An exact reproduction of the lines from the one with "Dump the readable" to the end of the data below is required. No other lines may be included.

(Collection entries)
....................

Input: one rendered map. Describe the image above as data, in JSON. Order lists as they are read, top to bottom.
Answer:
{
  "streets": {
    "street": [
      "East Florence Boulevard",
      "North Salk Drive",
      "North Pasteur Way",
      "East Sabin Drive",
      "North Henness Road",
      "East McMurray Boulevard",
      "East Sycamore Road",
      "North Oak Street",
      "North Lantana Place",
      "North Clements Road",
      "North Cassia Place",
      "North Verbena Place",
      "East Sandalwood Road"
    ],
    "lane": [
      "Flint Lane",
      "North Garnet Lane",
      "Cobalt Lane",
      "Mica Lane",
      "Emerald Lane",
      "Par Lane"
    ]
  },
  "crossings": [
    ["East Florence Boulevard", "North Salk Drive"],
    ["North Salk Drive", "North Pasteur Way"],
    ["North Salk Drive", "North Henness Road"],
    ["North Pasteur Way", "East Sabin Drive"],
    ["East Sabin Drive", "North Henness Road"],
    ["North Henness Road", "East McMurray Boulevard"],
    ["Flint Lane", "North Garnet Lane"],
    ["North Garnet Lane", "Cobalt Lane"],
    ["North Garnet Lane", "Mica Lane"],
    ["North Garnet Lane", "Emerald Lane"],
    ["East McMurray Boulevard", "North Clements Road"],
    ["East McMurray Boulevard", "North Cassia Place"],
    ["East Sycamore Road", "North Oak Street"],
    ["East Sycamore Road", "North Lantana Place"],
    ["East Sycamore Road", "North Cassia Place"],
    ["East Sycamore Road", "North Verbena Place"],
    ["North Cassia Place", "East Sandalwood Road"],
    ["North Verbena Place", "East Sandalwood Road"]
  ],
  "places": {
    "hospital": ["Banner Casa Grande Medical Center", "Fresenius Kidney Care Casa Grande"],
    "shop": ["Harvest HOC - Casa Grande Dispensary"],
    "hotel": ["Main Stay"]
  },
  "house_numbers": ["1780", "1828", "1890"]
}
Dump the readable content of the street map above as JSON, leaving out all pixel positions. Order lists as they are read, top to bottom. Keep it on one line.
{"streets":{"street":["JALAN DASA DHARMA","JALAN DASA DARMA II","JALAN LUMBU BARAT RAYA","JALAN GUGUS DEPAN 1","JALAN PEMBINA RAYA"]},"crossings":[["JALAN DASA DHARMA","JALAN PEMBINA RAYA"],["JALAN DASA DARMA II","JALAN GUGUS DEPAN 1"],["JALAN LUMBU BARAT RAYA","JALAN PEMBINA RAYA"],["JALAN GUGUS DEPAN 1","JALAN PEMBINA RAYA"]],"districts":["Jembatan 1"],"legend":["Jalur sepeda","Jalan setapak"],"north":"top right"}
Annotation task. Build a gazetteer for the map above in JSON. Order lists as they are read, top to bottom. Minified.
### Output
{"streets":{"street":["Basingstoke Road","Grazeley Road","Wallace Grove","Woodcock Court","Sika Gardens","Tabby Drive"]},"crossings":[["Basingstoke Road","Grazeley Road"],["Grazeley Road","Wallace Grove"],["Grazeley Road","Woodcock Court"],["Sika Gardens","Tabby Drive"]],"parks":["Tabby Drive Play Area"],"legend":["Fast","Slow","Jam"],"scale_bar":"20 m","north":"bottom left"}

....................

- Response area
Dump the readable content of the street map above as JSON, leaving out all pixel positions. Order lists as they are read, top to bottom. Keep it on one line.
{"streets":{"street":["JALAN DASA DHARMA","JALAN DASA DARMA II","JALAN LUMBU BARAT RAYA","JALAN GUGUS DEPAN 1","JALAN PEMBINA RAYA"]},"crossings":[["JALAN DASA DHARMA","JALAN PEMBINA RAYA"],["JALAN DASA DARMA II","JALAN GUGUS DEPAN 1"],["JALAN LUMBU BARAT RAYA","JALAN PEMBINA RAYA"],["JALAN GUGUS DEPAN 1","JALAN PEMBINA RAYA"]],"districts":["Jembatan 1"],"legend":["Jalur sepeda","Jalan setapak"],"north":"top right"}
Annotation task. Build a gazetteer for the map above in JSON. Order lists as they are read, top to bottom. Minified.
### Output
{"streets":{"street":["Basingstoke Road","Grazeley Road","Wallace Grove","Woodcock Court","Sika Gardens","Tabby Drive"]},"crossings":[["Basingstoke Road","Grazeley Road"],["Grazeley Road","Wallace Grove"],["Grazeley Road","Woodcock Court"],["Sika Gardens","Tabby Drive"]],"parks":["Tabby Drive Play Area"],"legend":["Fast","Slow","Jam"],"scale_bar":"20 m","north":"bottom left"}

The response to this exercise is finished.